3 The current fixed interest rates range from 5.49% (5.49% APR) to 11.99% (10.67% APR), in effect as of 7/1/2018. Rates may be higher depending upon (1) the student’s and cosigner’s (if applicable) credit histories (2) the repayment option and loan term selected, and (3) the requested loan amount and other information provided on the online loan application. If approved, applicants will be notified of the rate qualified for within the stated range. The APR examples (lowest and highest) assume a $10,000 loan disbursed over two transactions. The lowest current APR is based on a 10-year repayment term (120 months), an immediate repayment plan, monthly principal and interest payments of $108.48, and a 5.49% interest rate. The highest current APR is based on a 15-year repayment term (180 months), a deferred repayment plan with a deferment period of 60 months upon initial disbursement, a six month grace period before repayment begins, monthly principal and interest payments of $200.25 and a 11.99% interest rate. The fixed interest rate assigned to a loan will never change except as required by law or if you request and qualify for the ACH reduction benefit(s) or Graduation reward. Repayment terms and options available may vary depending upon the amount borrowed.

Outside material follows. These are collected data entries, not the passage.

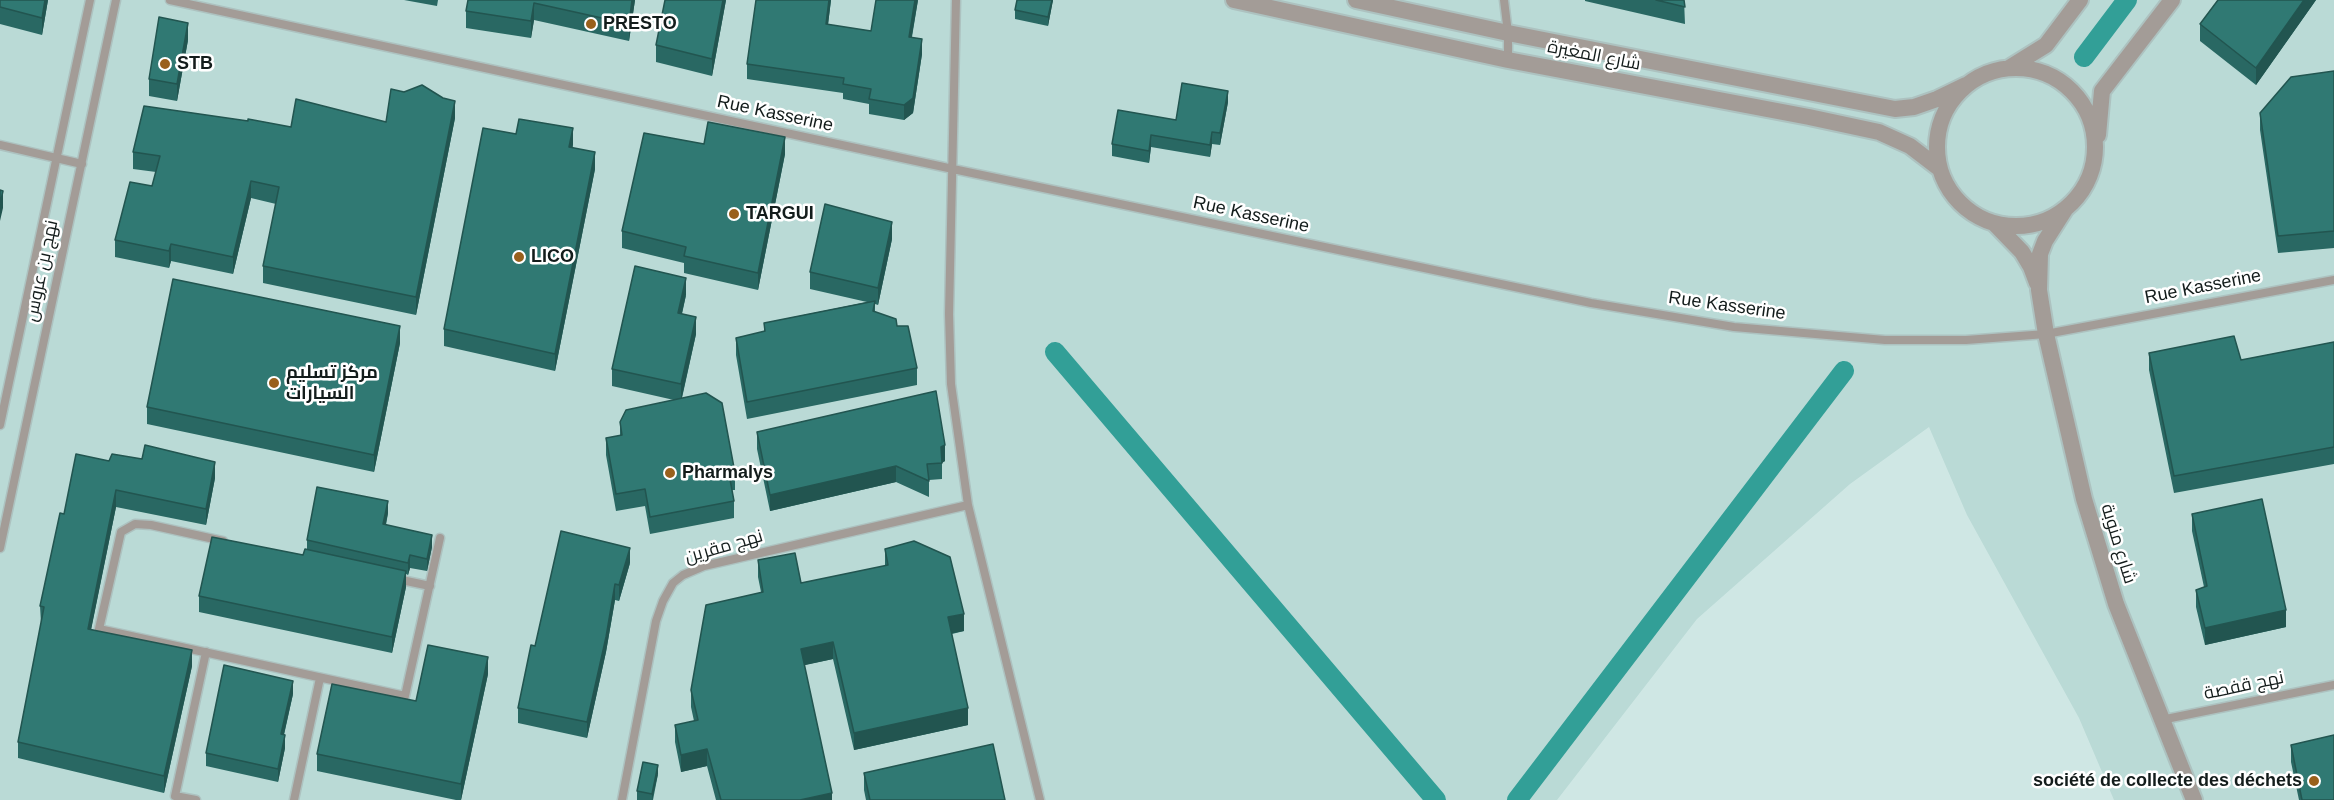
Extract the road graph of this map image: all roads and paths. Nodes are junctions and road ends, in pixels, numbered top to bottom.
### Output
1 (90, 0) edge
2 (116, 0) edge
3 (170, 0) edge
4 (956, 0) edge
5 (1234, 0) edge
6 (1356, 0) edge
7 (1504, 0) edge
8 (2080, 0) edge
9 (2172, 0) edge
10 (1508, 33) junction
11 (1508, 60) junction
12 (2009, 68) junction
13 (1966, 85) junction
14 (0, 145) edge
15 (2095, 156) junction
16 (57, 158) junction
17 (82, 164) junction
18 (953, 169) junction
19 (1940, 169) junction
20 (2066, 208) junction
21 (1994, 223) junction
22 (2334, 280) edge
23 (2040, 290) junction
24 (2046, 334) junction
25 (0, 425) edge
26 (968, 505) junction
27 (440, 538) dead end
28 (232, 543) edge
29 (0, 548) edge
30 (383, 576) edge
31 (429, 586) junction
32 (206, 652) junction
33 (320, 678) junction
34 (2334, 685) edge
35 (2161, 720) junction
36 (196, 800) edge
37 (294, 800) edge
38 (622, 800) edge
39 (1040, 800) edge
40 (2194, 800) edge

1 - 16 lane, نهج بن عروس
2 - 17 lane, نهج بن عروس
3 - 18 lane, Rue Kasserine
4 - 18 lane
5 - 11 street, شارع المغيرة
6 - 10 street, شارع المغيرة
7 - 10 lane
8 - 12 street
9 - 15 street
10 - 11 lane
10 - 13 street, شارع المغيرة
11 - 19 street, شارع المغيرة
12 - 13 street
12 - 15 street
13 - 19 street
14 - 16 lane
15 - 20 street
16 - 17 lane
16 - 25 lane, نهج بن عروس
17 - 29 lane, نهج بن عروس
18 - 24 lane, Rue Kasserine
18 - 26 lane
19 - 21 street
20 - 21 street
20 - 23 street
21 - 23 street
22 - 24 lane, Rue Kasserine
23 - 24 street, شارع منوبة
24 - 35 street, شارع منوبة
26 - 38 lane, نهج مقرين
26 - 39 lane
27 - 31 lane
28 - 32 lane
30 - 31 lane
31 - 33 lane
32 - 33 lane
32 - 36 lane
33 - 37 lane
34 - 35 lane, نهج قفصة
35 - 40 street, شارع منوبة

4 Program loans may be used to cover educational expenses for academic periods that end up to 90 days prior to the application date.
5 Student borrowers who earn a bachelor’s degree or higher will receive a 0.25% interest rate reduction if (a) they have made no more than one (1) late payment (more than 10 days late) on the loan, (b) they request the benefit from the servicer within one (1) year after graduation, and (c) they provide proof of graduation to the servicer. The student must request this benefit via phone or mail and must provide either a certified copy of a diploma or a certified transcript. Upon the servicer’s review and acceptance of the student’s documentation, the servicer shall send a confirmation letter stating that the graduation benefit has been granted.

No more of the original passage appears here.